Species of flowering plant

Brachyscome microcarpa, commonly known as forest daisy, is a perennial herb in the family Asteraceae and is endemic to Australia. It has mostly white or mauve daisy-like flowers, a yellow centre, variable shaped leaves and flowers from October to January.

==Description==
Brachyscome microcarpa is a spreading or slightly upright perennial up to 58 cm high with glandular-softly hairy to sometimes smooth stems. The leaves at the base of the stem when present are rounded to spoon-shaped, pinnate or scalloped, up to 7.5 cm long with a petiole. Higher leaves are narrowly egg-shaped to wedge shaped or circular, scalloped to pinnate with linear lobes up to 8 mm long, occasionally palmate and with a petiole. The flowers are borne singly, 3.5-8 mm in diameter, peduncle glabrous up to 18 cm long, bracts narrowly egg-shaped, rounded with jagged margins and the petals are usually white or bluish mauve.
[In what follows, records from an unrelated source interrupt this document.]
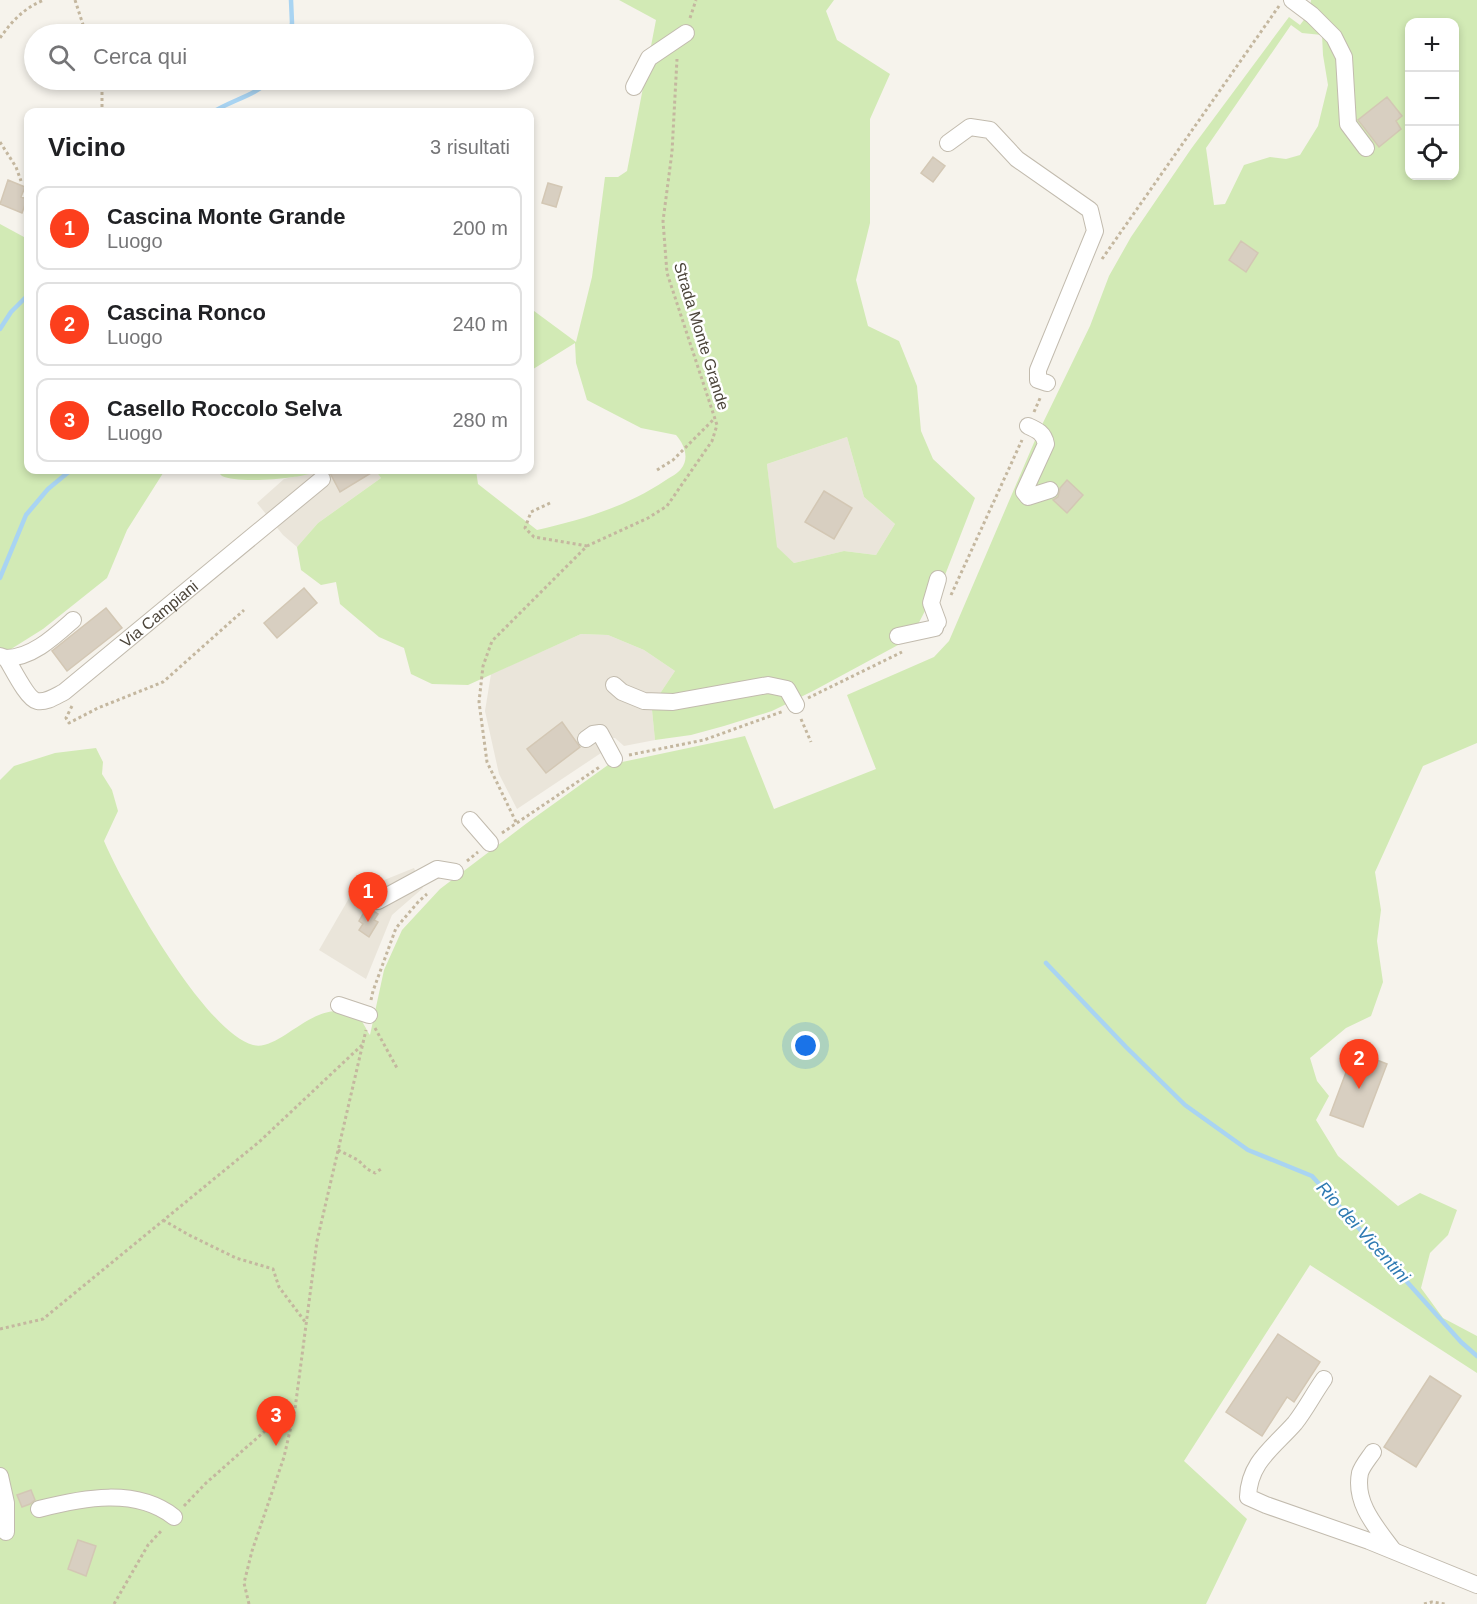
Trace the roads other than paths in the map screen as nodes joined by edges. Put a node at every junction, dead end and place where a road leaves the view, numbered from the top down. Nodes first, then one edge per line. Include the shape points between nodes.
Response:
1 (1292, 0) edge
2 (686, 33) road end
3 (634, 87) dead end
4 (948, 143) dead end
5 (1365, 148) dead end
6 (1047, 383) dead end
7 (1028, 426) dead end
8 (322, 479) dead end
9 (1050, 490) dead end
10 (938, 579) dead end
11 (73, 620) dead end
12 (897, 636) dead end
13 (3, 657) edge
14 (614, 685) dead end
15 (796, 705) road end
16 (586, 739) dead end
17 (614, 759) dead end
18 (470, 820) dead end
19 (490, 843) dead end
20 (455, 872) dead end
21 (378, 901) dead end
22 (339, 1005) dead end
23 (369, 1015) road end
24 (1324, 1379) dead end
25 (1373, 1452) dead end
26 (0, 1476) edge
27 (39, 1509) dead end
28 (174, 1517) road end
29 (6, 1532) dead end
30 (1394, 1551) junction
31 (1477, 1585) edge

1 - 5 street via 1334,37 1344,57 1348,124
2 - 3 street via 649,58
4 - 6 street via 970,128 990,130 1017,159 1090,210 1095,231 1038,370 1038,380
7 - 9 street via 1039,431 1046,444 1024,492 1028,497
8 - 13 street, Via Campiani via 64,692 39,702 30,699
10 - 12 street via 931,603 937,625
11 - 13 street via 28,653 17,658
14 - 15 street via 644,701 673,702 768,685 788,689
16 - 17 street via 600,733
18 - 19 street
20 - 21 street via 437,868
22 - 23 street
24 - 30 street via 1296,1421 1256,1465 1248,1497
25 - 30 street via 1360,1471 1360,1498 1371,1521
26 - 29 street via 6,1503
27 - 28 street via 94,1497 130,1499 158,1505
30 - 31 street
Flowering occurs from October to November and the fruit is an achene, egg-shaped to wedge-shaped, flattened, brown to black, warty, hairy and 1-1.8 mm long.

==Taxonomy and naming==
Brachyscome microcarpa was first formally described in 1858 by Ferdinand von Mueller and the description was published in Fragmenta Phytographiae Australiae. The specific epithet (microcarpa) means "small fruited".

==Distribution and habitat==
Forest daisy grows north of Newcastle and Queensland in well-drained locations in forests.